O Espiritismo, que temos usado como diretriz fundamental para o presente texto, nos esclarece com muita propriedade que existem duas concepções distintas de família: a família terrena, constituída pelos parentes ligados pelos laços consanguíneos, e nem sempre afins, no que diz respeito às tendências e aptidões, e a família espiritual.
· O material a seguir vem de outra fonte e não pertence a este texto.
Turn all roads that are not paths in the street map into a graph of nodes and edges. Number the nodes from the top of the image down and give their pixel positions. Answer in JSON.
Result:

Esta sim, formada pelos Espíritos afinizados, que possuem semelhança de gostos, de formas de entender a vida, ligados, em última análise, por laços afetivos que remontam a encarnações passadas.

Sendo a Terra, mais exatamente a esfera física de existência, o ponto de encontro de Espíritos de variadas categorias espirituais, nada mais lógico que a família represente o comitê de recepção do reencarnante disposto a um estágio na carne.
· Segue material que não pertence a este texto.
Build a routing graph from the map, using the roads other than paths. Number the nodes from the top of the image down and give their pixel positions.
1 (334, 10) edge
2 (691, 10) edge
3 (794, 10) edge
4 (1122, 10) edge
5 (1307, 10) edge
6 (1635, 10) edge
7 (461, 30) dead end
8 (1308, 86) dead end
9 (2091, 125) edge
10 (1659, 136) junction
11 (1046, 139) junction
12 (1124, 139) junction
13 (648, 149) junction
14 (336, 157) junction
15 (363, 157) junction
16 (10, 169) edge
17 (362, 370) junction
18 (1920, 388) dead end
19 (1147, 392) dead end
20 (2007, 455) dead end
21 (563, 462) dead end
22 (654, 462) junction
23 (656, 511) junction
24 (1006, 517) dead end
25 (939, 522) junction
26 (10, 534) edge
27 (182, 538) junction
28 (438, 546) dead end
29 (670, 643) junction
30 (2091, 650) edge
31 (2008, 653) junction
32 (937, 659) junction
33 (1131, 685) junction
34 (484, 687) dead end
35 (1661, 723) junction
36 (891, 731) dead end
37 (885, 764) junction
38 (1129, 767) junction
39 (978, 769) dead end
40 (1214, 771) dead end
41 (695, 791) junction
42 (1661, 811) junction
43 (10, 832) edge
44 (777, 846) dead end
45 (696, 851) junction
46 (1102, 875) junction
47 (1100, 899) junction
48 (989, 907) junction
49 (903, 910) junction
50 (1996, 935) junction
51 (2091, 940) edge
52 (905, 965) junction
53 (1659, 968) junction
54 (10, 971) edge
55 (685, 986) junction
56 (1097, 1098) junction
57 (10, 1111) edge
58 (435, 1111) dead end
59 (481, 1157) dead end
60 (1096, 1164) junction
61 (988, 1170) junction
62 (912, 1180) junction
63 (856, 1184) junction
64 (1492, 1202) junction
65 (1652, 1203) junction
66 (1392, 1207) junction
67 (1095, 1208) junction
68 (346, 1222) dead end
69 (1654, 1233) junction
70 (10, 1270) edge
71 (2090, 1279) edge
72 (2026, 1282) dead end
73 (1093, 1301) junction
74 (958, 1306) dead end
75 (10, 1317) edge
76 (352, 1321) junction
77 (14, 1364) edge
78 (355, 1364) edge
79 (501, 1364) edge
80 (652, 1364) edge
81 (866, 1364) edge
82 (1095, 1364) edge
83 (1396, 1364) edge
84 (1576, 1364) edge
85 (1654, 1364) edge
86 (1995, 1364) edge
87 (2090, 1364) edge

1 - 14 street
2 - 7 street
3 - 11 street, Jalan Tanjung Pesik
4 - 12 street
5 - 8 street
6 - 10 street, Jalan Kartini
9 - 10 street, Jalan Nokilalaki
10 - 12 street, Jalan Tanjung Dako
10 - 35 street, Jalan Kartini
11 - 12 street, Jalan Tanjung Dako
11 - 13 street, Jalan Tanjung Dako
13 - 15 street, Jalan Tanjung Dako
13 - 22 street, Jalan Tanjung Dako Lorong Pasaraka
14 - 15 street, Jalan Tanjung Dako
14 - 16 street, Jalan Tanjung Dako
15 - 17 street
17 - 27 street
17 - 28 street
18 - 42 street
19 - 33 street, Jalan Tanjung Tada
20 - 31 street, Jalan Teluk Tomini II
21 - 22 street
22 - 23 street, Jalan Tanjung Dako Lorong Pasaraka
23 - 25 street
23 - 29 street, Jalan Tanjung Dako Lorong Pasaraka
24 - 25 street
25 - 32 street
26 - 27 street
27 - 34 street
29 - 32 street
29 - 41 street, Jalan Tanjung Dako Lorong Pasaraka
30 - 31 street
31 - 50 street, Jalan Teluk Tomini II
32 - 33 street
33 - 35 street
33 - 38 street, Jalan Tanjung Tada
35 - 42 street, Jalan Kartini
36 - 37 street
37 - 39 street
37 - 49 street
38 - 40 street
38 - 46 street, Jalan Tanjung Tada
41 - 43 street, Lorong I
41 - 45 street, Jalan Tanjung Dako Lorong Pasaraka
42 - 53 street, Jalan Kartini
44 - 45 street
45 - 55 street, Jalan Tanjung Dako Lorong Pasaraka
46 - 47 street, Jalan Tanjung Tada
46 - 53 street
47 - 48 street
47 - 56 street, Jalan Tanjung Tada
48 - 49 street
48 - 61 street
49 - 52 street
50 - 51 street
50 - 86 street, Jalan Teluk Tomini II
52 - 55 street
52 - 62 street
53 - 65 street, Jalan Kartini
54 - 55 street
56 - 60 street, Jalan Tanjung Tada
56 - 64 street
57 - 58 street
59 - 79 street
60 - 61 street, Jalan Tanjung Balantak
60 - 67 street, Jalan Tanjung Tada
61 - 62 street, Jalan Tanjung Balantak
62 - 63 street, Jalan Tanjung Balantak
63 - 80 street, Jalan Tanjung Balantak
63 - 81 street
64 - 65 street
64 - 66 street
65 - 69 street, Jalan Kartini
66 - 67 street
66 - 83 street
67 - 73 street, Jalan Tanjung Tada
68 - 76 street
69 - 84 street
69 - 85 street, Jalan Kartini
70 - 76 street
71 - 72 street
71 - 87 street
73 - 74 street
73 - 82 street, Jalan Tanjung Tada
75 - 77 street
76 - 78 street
A família terrena, criada e mantida pelos laços do sangue, constitui o esforço de regeneração espiritual de um grupo de seres que normalmente programam com antecedência, ainda na Espiritualidade, o seu reencontro com o objetivo de se ajustarem, de se entenderem, a partir dos vínculos familiares e graças ao esquecimento do passado. Nesse novo contexto existencial, os Espíritos envolvidos em processos de resgate ou reparação de faltas mútuas, beneficiados pelo amortecimento das lembranças do passado e assim, na condição de pais e filhos, reiniciam a reeducação espiritual conjunta, quase sempre em ambiente de conflito.
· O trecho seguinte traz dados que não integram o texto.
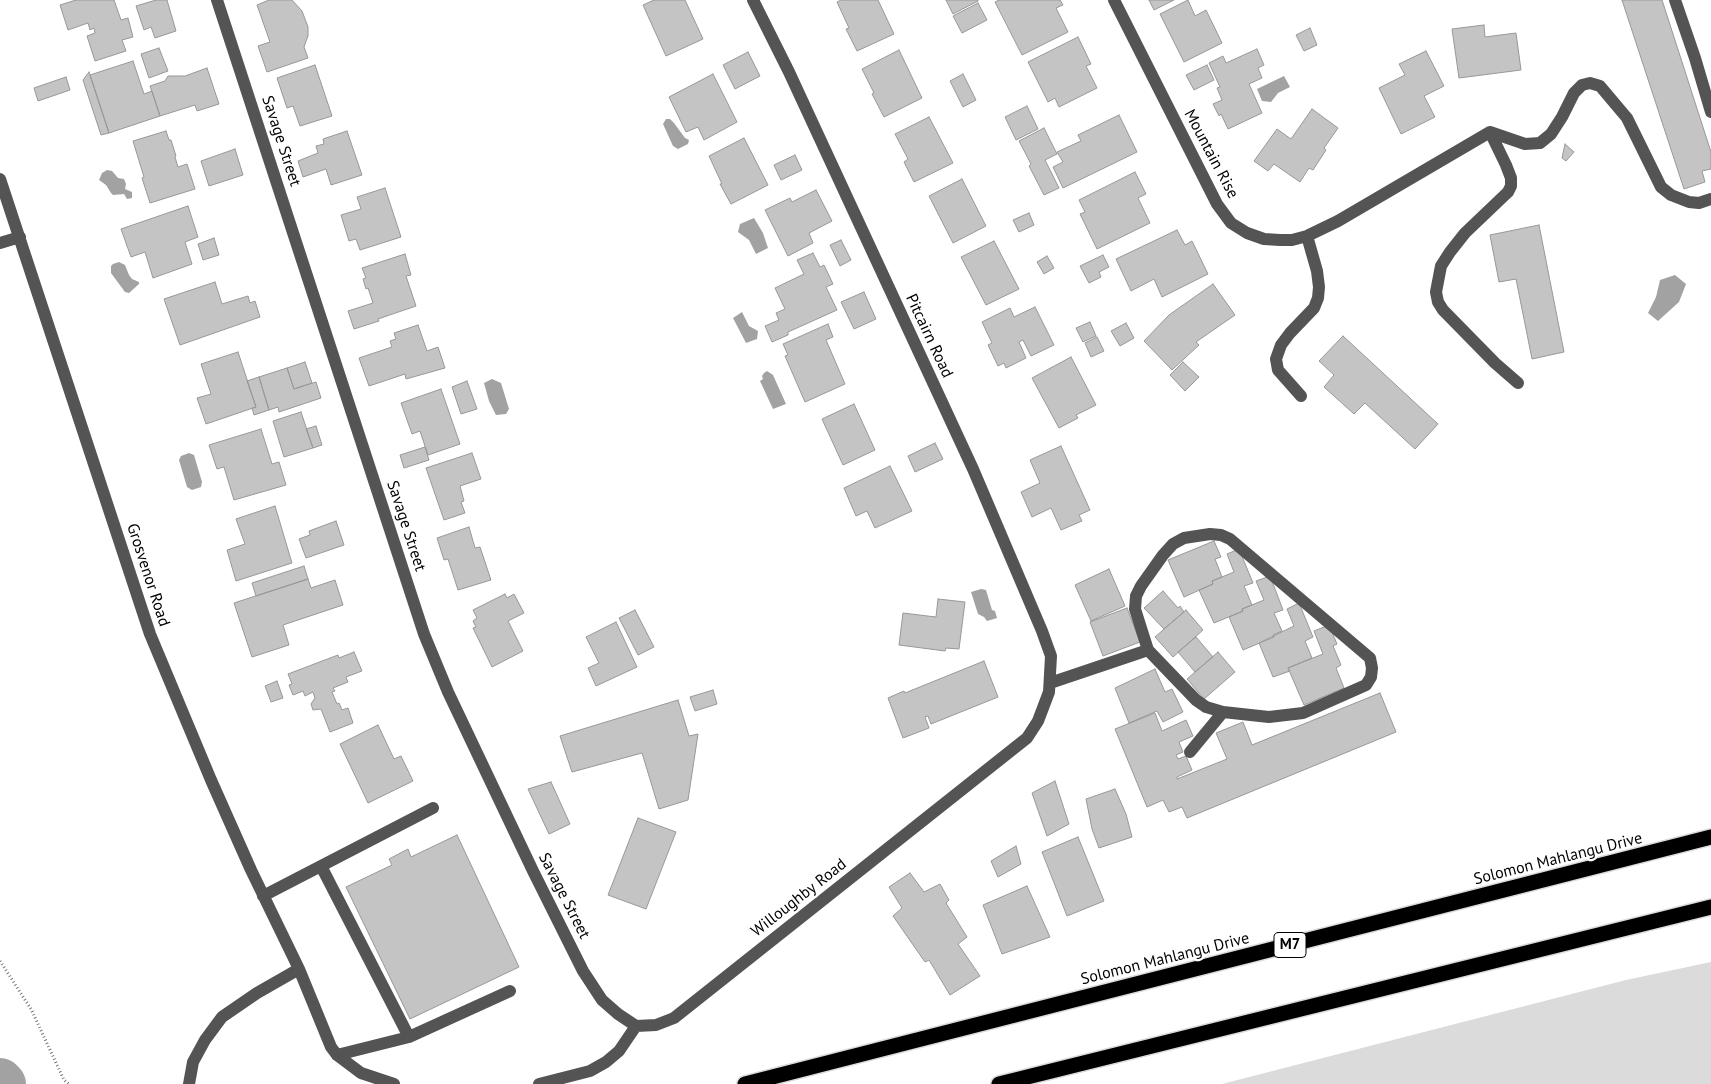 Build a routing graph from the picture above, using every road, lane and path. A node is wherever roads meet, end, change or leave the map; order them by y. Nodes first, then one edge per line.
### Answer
1 (217, 0) edge
2 (753, 0) edge
3 (1114, 0) edge
4 (1674, 0) edge
5 (1711, 112) edge
6 (1490, 132) junction
7 (0, 179) edge
8 (1711, 199) edge
9 (1307, 236) junction
10 (20, 237) junction
11 (0, 243) edge
12 (1518, 383) dead end
13 (1301, 396) dead end
14 (1148, 650) junction
15 (1049, 688) junction
16 (1223, 712) junction
17 (1190, 752) dead end
18 (433, 808) dead end
19 (1711, 838) edge
20 (321, 866) junction
21 (263, 896) junction
22 (1711, 907) edge
23 (0, 961) edge
24 (298, 969) junction
25 (510, 991) dead end
26 (636, 1026) junction
27 (409, 1037) junction
28 (337, 1055) junction
29 (69, 1084) edge
30 (189, 1084) edge
31 (394, 1084) edge
32 (539, 1084) edge
33 (744, 1084) edge
34 (999, 1084) edge

1 - 26 street, Savage Street
2 - 15 street, Pitcairn Road
3 - 9 street, Mountain Rise
4 - 5 street
6 - 8 street
6 - 9 street, Mountain Rise
6 - 12 street
7 - 10 street, Grosvenor Road
9 - 13 street
10 - 11 street
10 - 21 street, Grosvenor Road
14 - 15 street
14 - 16 street
14 - 16 street
15 - 26 street, Willoughby Road
16 - 17 street
18 - 20 street
19 - 33 highway, Solomon Mahlangu Drive / M7
20 - 21 street
20 - 27 street
21 - 24 street, Grosvenor Road
22 - 34 highway
23 - 29 path
24 - 28 street
24 - 30 street
25 - 27 street
26 - 32 street
27 - 28 street
28 - 31 street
É comum encontrarmos pela vida a fora pessoas com quem nos damos muito bem. Algumas parecem ser mais parentes que aqueles que nos aguardam em casa. De fato o são. São parentes espirituais, constituem membros de nossa família espiritual, sempre muito mais ampla que a família terrena. Esses entes, espiritualmente queridos, reencarnam cada um de acordo com as próprias necessidades evolutivas, mas a misericórdia divina nos concede a bênção do reencontro no tempo certo, para restabelecimento do convívio e alívio das angústias geradas pelas experiências do cotidiano.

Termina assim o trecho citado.